Earlier this week, an outage on Astar zkEVM required an emergency upgrade of the network. The issue was caused by the improper handling of an L1 reorg. To ensure full transparency, a Root Cause Analysis (RCA) will be made public on the Astar forum shortly.

Until then, here’s a summary of the incident, an update, and a look at the next steps. Please note, the upgrade and fix to Astar zkEVM have been implemented and the network is operating smoothly.

Resolving the issue required upgrading the network, which took approximately 5 hours due to an unforeseen issue restarting the synchronizer.
While a limited number of wallets were affected by the reorg, those assets will be reinstated. More details are coming soon on the Astar forum.
Additional context is available on the Astar forum, here: https://forum.astar.network/t/astar-zkevm-network-upgrade-report/6633
Acknowledging concerns about on-chain data, Astar zkEVM is actively collaborating with ecosystem projects to address them effectively.
The Yoki Origins campaign is going live on April 14, at noon (JST). Stay tuned to the Astar forum for more.

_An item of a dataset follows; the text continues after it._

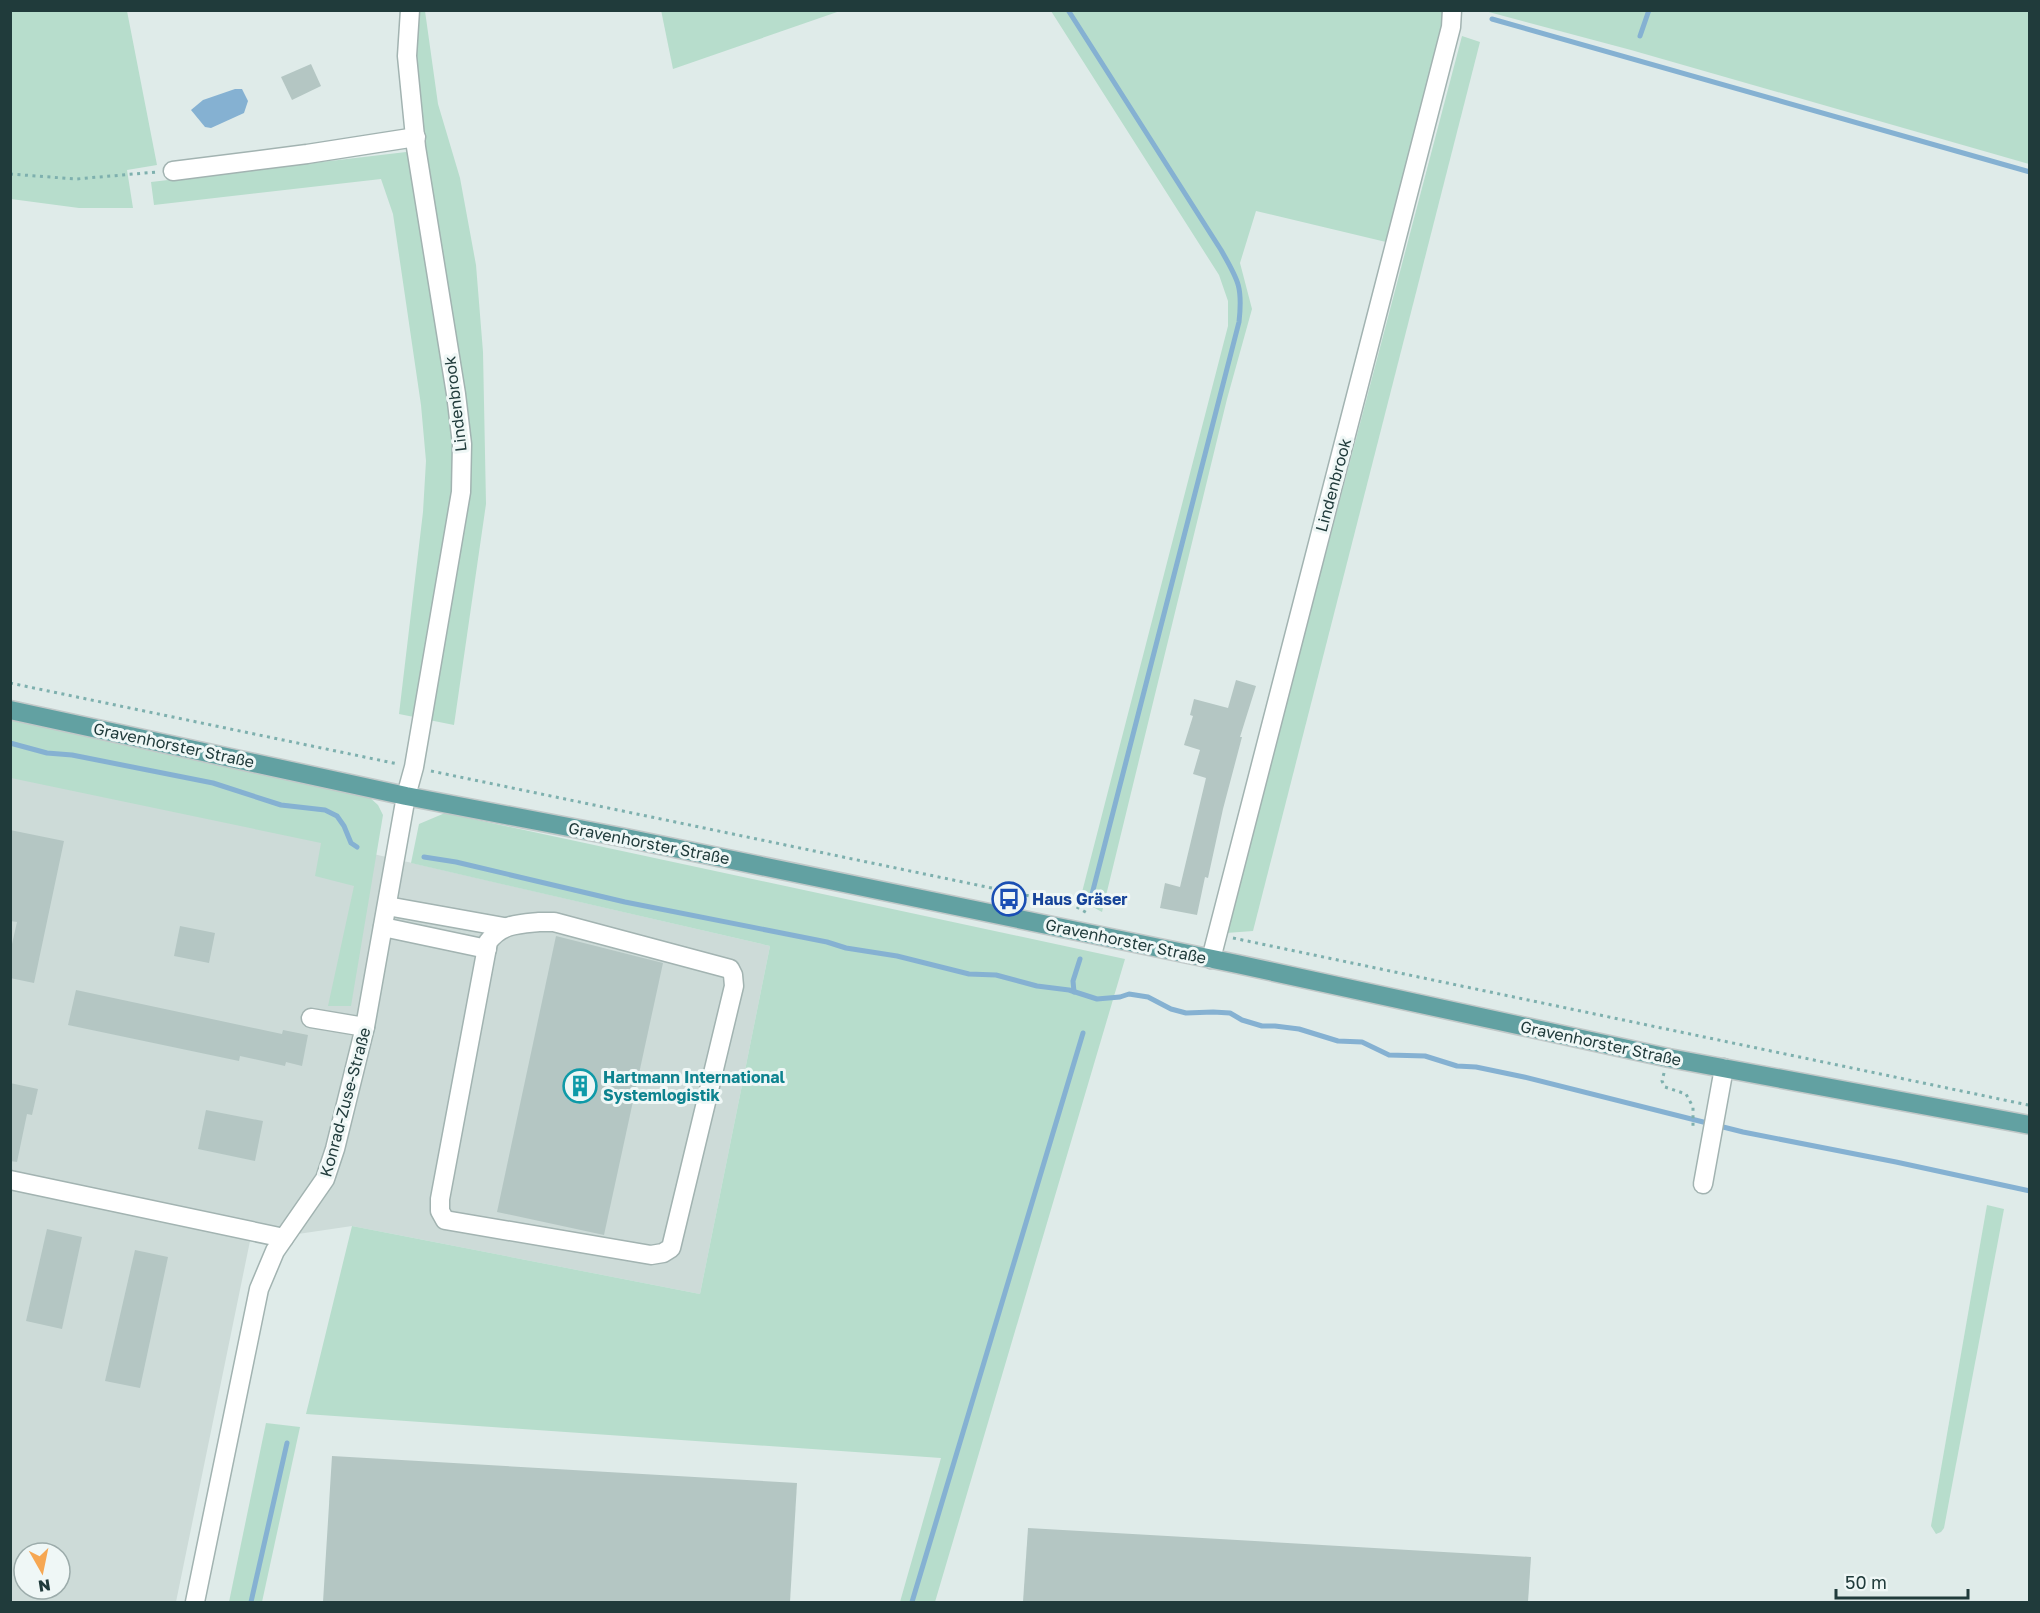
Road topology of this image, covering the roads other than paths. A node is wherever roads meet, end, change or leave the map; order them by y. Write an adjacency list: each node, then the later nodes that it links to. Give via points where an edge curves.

Next steps for impacted users
User funds are safe and assistance is readily available. The Astar Foundation and Polygon Labs teams are committed to supporting users affected by the outage.

Please fill out this form if you need support: https://forms.gle/GLWWBH7xkeLZzrY26

Check the Astar blog for a comprehensive update on the incident, which will be shared with the community shortly.

Next steps for projects
The Astar Foundation has asked developers to update their nodes following completion of the upgrade. More details will be shared on the Astar forum soon.

Next steps for Astar & Polygon Labs
Polygon Labs and the Astar zkEVM team will continue to maintain open communication with the community, keeping them informed of all the latest updates and ensuring transparency in our interactions. The teams are also committed to providing a detailed breakdown of the incident.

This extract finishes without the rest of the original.